Exercise objective - In the records below, find every line with the word "Swift" and copy it.

Data under study -
Content starts

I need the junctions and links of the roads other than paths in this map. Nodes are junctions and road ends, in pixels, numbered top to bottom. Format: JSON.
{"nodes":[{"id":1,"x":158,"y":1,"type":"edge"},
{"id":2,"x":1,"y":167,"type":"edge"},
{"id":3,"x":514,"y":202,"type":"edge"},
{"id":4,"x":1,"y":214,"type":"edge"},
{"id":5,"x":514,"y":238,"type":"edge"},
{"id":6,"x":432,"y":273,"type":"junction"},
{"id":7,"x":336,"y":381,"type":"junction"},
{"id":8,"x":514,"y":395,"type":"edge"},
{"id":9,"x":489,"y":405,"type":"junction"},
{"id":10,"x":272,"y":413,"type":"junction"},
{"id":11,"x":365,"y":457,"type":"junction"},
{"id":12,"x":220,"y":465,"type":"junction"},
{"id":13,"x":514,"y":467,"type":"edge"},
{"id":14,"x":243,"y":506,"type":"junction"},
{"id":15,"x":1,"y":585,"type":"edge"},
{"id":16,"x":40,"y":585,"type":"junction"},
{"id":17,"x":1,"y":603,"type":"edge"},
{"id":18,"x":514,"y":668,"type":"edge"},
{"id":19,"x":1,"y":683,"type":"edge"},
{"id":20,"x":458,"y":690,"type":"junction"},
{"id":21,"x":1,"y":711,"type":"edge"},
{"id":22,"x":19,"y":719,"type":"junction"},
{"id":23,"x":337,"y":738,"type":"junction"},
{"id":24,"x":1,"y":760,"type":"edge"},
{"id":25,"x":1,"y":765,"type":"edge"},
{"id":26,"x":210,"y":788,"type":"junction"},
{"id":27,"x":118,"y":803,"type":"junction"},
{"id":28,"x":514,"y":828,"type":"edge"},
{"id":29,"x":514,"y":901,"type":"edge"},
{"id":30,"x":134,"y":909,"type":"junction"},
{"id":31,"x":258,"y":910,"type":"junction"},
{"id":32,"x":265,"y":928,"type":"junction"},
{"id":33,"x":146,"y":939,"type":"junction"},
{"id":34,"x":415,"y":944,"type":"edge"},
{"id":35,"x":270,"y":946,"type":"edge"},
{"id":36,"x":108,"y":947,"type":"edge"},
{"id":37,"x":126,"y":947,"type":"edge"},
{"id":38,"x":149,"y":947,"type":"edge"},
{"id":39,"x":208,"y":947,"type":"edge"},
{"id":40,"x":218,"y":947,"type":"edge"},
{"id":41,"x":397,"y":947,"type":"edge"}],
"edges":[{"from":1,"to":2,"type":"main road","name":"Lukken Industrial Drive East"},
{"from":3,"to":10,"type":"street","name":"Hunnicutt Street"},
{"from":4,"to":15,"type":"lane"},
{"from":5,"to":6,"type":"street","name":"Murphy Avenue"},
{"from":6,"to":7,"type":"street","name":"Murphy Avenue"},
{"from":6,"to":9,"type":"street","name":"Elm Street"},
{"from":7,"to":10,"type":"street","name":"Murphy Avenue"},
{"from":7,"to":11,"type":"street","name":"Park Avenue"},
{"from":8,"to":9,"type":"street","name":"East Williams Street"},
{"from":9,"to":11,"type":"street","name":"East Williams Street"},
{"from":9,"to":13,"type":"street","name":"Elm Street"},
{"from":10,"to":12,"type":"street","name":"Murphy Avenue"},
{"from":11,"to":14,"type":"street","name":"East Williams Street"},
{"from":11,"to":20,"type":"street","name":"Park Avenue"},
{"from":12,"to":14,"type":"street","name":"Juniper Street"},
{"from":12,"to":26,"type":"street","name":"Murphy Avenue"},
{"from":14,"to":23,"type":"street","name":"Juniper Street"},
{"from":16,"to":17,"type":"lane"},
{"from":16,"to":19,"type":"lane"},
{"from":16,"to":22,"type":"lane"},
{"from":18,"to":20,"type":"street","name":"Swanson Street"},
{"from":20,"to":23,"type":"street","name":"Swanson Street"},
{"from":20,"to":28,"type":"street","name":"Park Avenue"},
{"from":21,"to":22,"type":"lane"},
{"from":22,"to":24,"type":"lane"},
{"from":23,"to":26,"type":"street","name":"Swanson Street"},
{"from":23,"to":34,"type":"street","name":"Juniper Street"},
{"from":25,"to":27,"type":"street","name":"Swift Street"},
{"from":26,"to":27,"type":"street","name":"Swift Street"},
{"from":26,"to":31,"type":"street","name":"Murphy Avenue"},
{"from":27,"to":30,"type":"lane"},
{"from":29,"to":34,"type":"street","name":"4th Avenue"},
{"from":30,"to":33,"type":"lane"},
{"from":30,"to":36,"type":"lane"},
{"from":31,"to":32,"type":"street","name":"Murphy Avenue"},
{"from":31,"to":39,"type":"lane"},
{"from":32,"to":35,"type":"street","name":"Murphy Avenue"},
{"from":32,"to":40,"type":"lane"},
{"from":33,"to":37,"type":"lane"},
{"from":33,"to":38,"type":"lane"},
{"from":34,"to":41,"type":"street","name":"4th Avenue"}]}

Content ends

Task answer -
{"from":25,"to":27,"type":"street","name":"Swift Street"},
{"from":26,"to":27,"type":"street","name":"Swift Street"},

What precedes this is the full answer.